O documentário “Carne e Osso”, dirigido por Caio Cavechini e Carlos Juliano Barros, associa imagens impactantes e depoimentos de funcionários que trabalham ou trabalharam nos frigoríficos brasileiros de abates de aves, bovinos e suínos. Diante disso, esse filme evidencia várias problemáticas do trabalho contemporâneo que podem ser discutidas.
De acordo com Antunes (2014), a indústria avícola é uma organização de trabalho praticamente taylorista e fordista; assim, de acordo com Ribeiro (2015), taylorismo pontua métodos padronizados de execução que deveriam otimizar a relação entre tempo e movimento.
Quanto ao fordismo, para Ribeiro (2015), a implantação da esteira rolante trouxe a automatização e a mecanização do processo de trabalho. De tal modo, essa ferramenta se fundamenta como um meio de monitorar o ritmo do trabalho de forma automatizada e intensa.
Assim, o documentário mostra essa organização Taylorista e fordista, bem no início do filme, o funcionário desossa o frango e há um silêncio, depois inicia a música, dando uma sensação de rapidez para o telespectador, e, ao mesmo tempo, surge a esteira; depois aparecem as vozes dos trabalhadores com pontuações referentes ao sofrimento em todos os sentidos no trabalho. E a música começa a ter um ritmo mais rápido, enquanto há uma visualização ampliada do contexto do ambiente; uma vez que mostra a mecanização, o ritmo por meio dos movimentos rápidos dos funcionários ao desossarem os animais.
Diante do supracitado, ocasiona um aspecto no contexto do trabalho bastante cansativo para os trabalhadores. Assim, no decorrer do documentário, compreende-se esse sofrimento mental dos trabalhadores pelos relatos deles; uma vez que afeta o espectador ao ver como essas agroindústrias exploram o ser humano de tal modo, que essa situação acarreta consequências drásticas em vários contextos na vida do trabalhador, seja social, psicológica e física.

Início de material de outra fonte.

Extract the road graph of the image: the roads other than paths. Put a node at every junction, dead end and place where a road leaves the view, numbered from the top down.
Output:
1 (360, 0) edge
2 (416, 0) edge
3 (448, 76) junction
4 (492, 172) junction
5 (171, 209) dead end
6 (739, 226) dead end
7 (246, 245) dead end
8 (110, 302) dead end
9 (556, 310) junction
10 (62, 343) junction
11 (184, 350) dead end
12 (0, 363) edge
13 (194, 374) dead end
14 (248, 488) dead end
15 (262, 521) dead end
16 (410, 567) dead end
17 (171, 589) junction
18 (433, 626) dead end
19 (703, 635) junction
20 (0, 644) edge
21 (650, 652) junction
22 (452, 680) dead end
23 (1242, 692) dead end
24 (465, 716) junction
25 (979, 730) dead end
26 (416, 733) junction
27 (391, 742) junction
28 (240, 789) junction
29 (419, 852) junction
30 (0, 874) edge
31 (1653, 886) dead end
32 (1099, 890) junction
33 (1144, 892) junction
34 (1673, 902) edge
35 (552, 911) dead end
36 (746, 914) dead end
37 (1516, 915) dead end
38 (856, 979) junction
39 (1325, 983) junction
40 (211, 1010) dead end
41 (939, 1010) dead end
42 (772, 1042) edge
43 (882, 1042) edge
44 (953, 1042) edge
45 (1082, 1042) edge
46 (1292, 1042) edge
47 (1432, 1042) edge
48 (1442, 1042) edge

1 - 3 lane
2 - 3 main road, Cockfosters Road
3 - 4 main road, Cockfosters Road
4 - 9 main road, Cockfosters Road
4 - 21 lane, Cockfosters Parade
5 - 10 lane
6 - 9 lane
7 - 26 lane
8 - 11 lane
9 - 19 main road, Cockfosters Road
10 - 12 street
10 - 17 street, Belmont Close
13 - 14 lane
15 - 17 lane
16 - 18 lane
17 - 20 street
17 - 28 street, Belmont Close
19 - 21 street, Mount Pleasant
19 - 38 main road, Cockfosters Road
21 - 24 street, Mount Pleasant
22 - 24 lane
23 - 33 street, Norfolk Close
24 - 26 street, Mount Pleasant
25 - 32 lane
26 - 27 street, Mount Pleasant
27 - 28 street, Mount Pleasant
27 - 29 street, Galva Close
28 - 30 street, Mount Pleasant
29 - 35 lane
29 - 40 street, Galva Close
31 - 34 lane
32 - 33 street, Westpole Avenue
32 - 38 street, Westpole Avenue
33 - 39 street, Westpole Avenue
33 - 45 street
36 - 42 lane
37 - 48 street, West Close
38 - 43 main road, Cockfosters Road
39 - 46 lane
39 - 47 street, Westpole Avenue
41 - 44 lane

Essa intensificação da produtividade na jornada de trabalho, pode ser compreendida em vários trechos do documentário, como um dos relatos de uma ex-funcionária: “Há trabalhadores que fazem até 18 movimentos com uma faca para desossar uma peça de coxa e sobrecoxa, em apenas 15 segundos”.
Outro trecho mostra a mesma situação a partir do relato de outra ex-funcionária: “A gente começou desossar três coxas e meia e cada vez eles exijam mais. Até chegar desossar 7 coxas por minuto”. Em outro trecho do documentário: “Assim, o ritmo do seu trabalho vai diminuído, porque você está mais cansado, vai surgindo alguns problemas, estava me sentindo mal lá dentro. Tinha dia que chegava na empresa e me arrependia porque tinha ido. Muitas vezes trabalhávamos sobre a pressão do encarregado, às vezes estávamos fazendo o possível, e ele queria mais.”

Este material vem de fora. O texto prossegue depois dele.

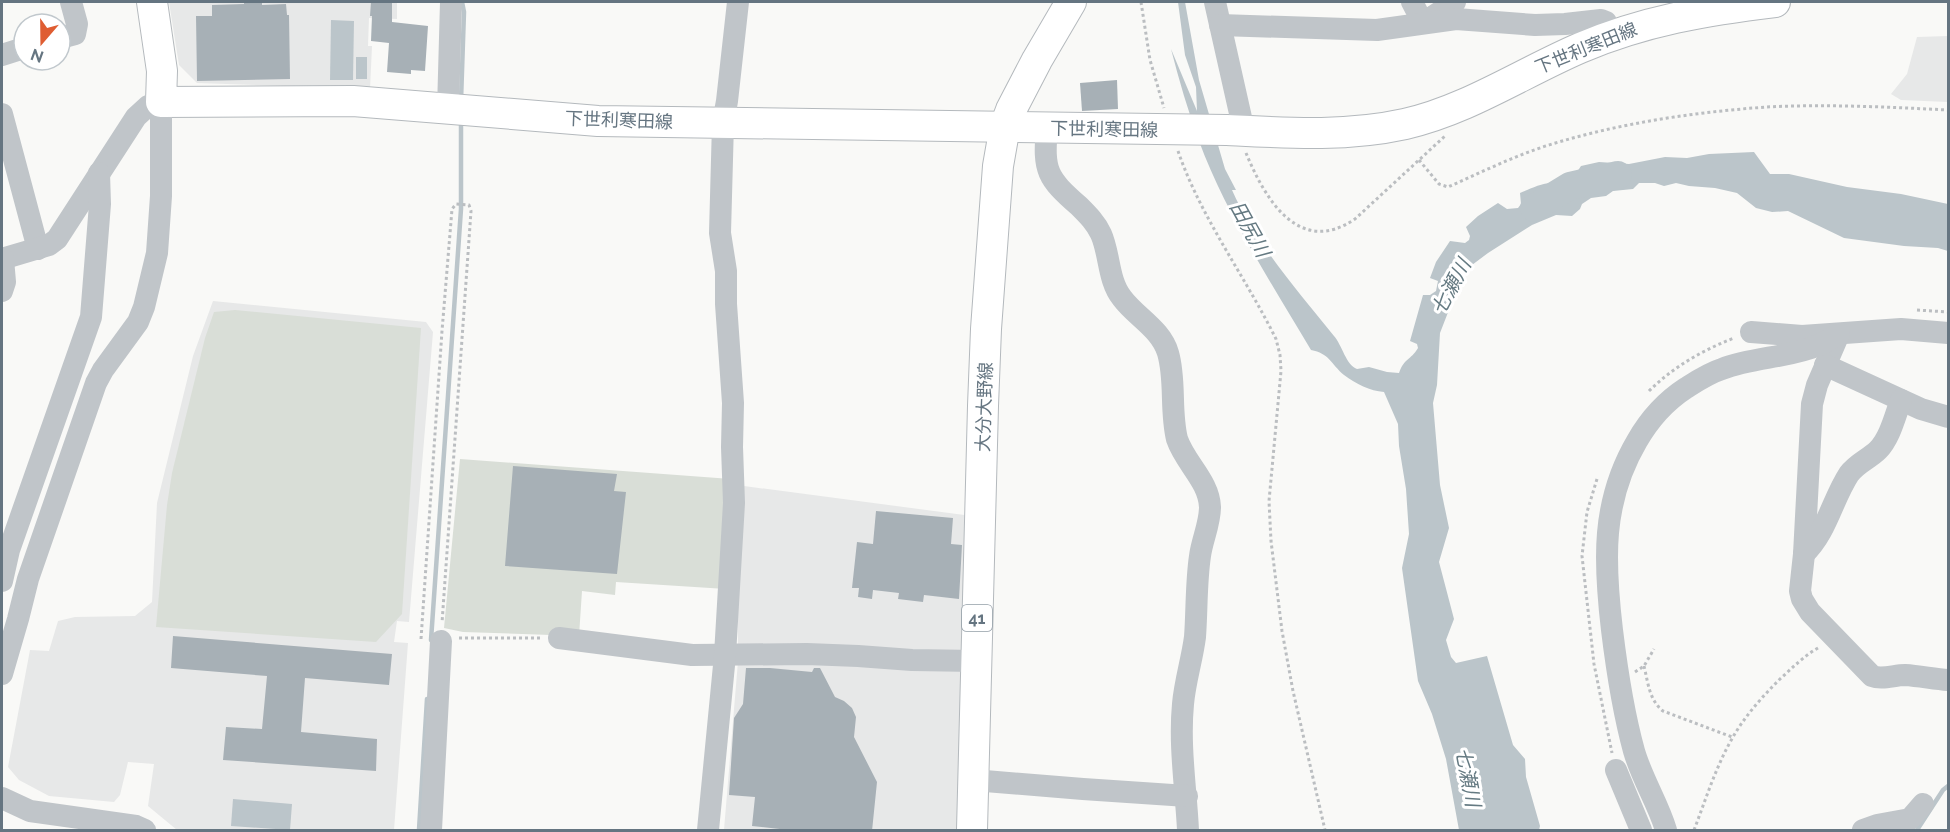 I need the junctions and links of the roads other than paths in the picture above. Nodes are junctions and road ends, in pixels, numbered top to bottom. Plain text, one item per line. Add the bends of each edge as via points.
1 (71, 2) edge
2 (153, 2) edge
3 (451, 2) edge
4 (738, 2) edge
5 (1071, 2) edge
6 (1215, 2) edge
7 (1412, 2) edge
8 (1455, 2) edge
9 (1775, 2) edge
10 (1423, 23) junction
11 (1220, 25) junction
12 (72, 35) edge
13 (1611, 35) junction
14 (161, 102) junction
15 (448, 109) junction
16 (2, 114) edge
17 (723, 123) junction
18 (1005, 126) junction
19 (1047, 128) junction
20 (1239, 137) junction
21 (99, 173) junction
22 (38, 249) junction
23 (2, 259) edge
24 (2, 291) edge
25 (1751, 332) road end
26 (1948, 333) edge
27 (1839, 334) junction
28 (1826, 365) junction
29 (1901, 400) junction
30 (1948, 417) edge
31 (1804, 554) junction
32 (2, 581) edge
33 (439, 636) road end
34 (559, 638) road end
35 (725, 655) junction
36 (976, 661) junction
37 (2, 674) edge
38 (1948, 680) edge
39 (1616, 770) road end
40 (973, 780) junction
41 (1186, 796) junction
42 (2, 798) edge
43 (1923, 804) dead end
44 (145, 831) edge
45 (431, 831) edge
46 (708, 831) edge
47 (972, 831) edge
48 (1188, 831) edge
49 (1641, 831) edge
50 (1666, 831) edge
51 (1863, 831) edge

1 - 12 street via 77,24
2 - 14 main road via 162,71
3 - 15 street
4 - 17 street
5 - 18 main road, 大分大野線 / 41
6 - 11 street
7 - 10 street
8 - 10 street
9 - 13 main road, 下世利寒田線 via 1700,11
10 - 11 street via 1377,30
10 - 13 street via 1456,19 1552,25 1601,20 1606,22
11 - 20 street
13 - 20 main road, 下世利寒田線 via 1467,103 1406,124 1327,134
14 - 15 main road, 下世利寒田線 via 353,101
14 - 21 street via 148,106 136,117
14 - 37 street via 159,243 144,306 138,322 96,383 28,579
15 - 17 main road, 下世利寒田線 via 598,121
16 - 22 street
17 - 18 main road, 下世利寒田線
17 - 35 street via 720,233 726,271 734,489
18 - 19 main road, 下世利寒田線
18 - 36 main road, 大分大野線 / 41 via 998,166 986,329
19 - 20 main road, 下世利寒田線 via 1173,128
19 - 41 street via 1046,155 1051,179 1098,227 1121,298 1155,331 1168,353 1177,437 1209,498 1209,519 1198,564 1195,636 1183,705
21 - 22 street via 57,239
21 - 32 street via 90,317 9,550
22 - 23 street
23 - 24 street
25 - 27 street
26 - 27 street via 1900,329
27 - 28 street
27 - 50 street via 1819,345 1722,368 1704,377 1655,415 1621,471 1608,526 1607,591 1619,683 1634,751
28 - 29 street
28 - 31 street via 1811,414
29 - 30 street
29 - 31 street via 1882,445 1853,468 1822,531
31 - 38 street via 1802,599 1867,673 1875,678 1906,675
33 - 45 street
34 - 35 street via 692,655
35 - 36 street
35 - 46 street
36 - 40 main road, 大分大野線 / 41
39 - 49 street
40 - 41 street
40 - 47 main road, 大分大野線 / 41
41 - 48 street
42 - 44 street via 30,811 136,826
43 - 51 street via 1910,819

Esses trechos do documentário supracitado vão ao encontro das teses de Dal Rosso apud Costa (2008), para quem a intensificação adquire uma grande quantidade e/ou uma qualidade dos resultados do trabalho com igual perda de energia; uma vez que, no decorrer do tempo, o crescimento do expediente do trabalho gera mais efeitos com maior perda de energia devido a extensão da jornada.
Esse dispêndio de energia pode ser analisado no documentário pela fala do Desembargador Sebastião, este aponta que o volume de transtornos mentais, doenças neurológicas e doenças em geral tem aumentado bastante, especialmente por essa produtividade acelerada.
Esse contexto de certos frigoríficos coaduna com o texto de Burns (2016), ele aponta que os trabalhadores estão dopados e o mercado obrigando o indivíduo a se submeter a uma velocidade que não existe, de tal modo, que o corpo é um obstáculo, pois ele não suporta muita pressão, dessa forma, o corpo adoece, entra em pânico, deprime, fica ansioso.
Por fim, o documentário “Carne e Osso” mostra a exploração de certos frigoríficos sobre os trabalhadores, como muitos funcionários foram demitidos quando já estavam adoecidos psicologicamente, fisicamente e neurologicamente.
REFERÊNCIAS
ANTUNES, R. Desenhado a nova morfologia do trabalho no Brasil. Estudos Avançados, 2014.
BRUM, E. Exaustos-e-correndo-e-dopados: Na sociedade do desempenho, conseguimos a façanha de abrigar o senhor e o escravo no mesmo corpo. El pais, Brasil,2016.
COSTA, J. Mais trabalho! A intensificação do labor na sociedade contemporâneo. São Paulo: Boitempo Editorial, 2008.
RIBEIRO, A. Taylorismo, Fordismo, Toyotismo. Lutas Sociais. São Paulo, 2015.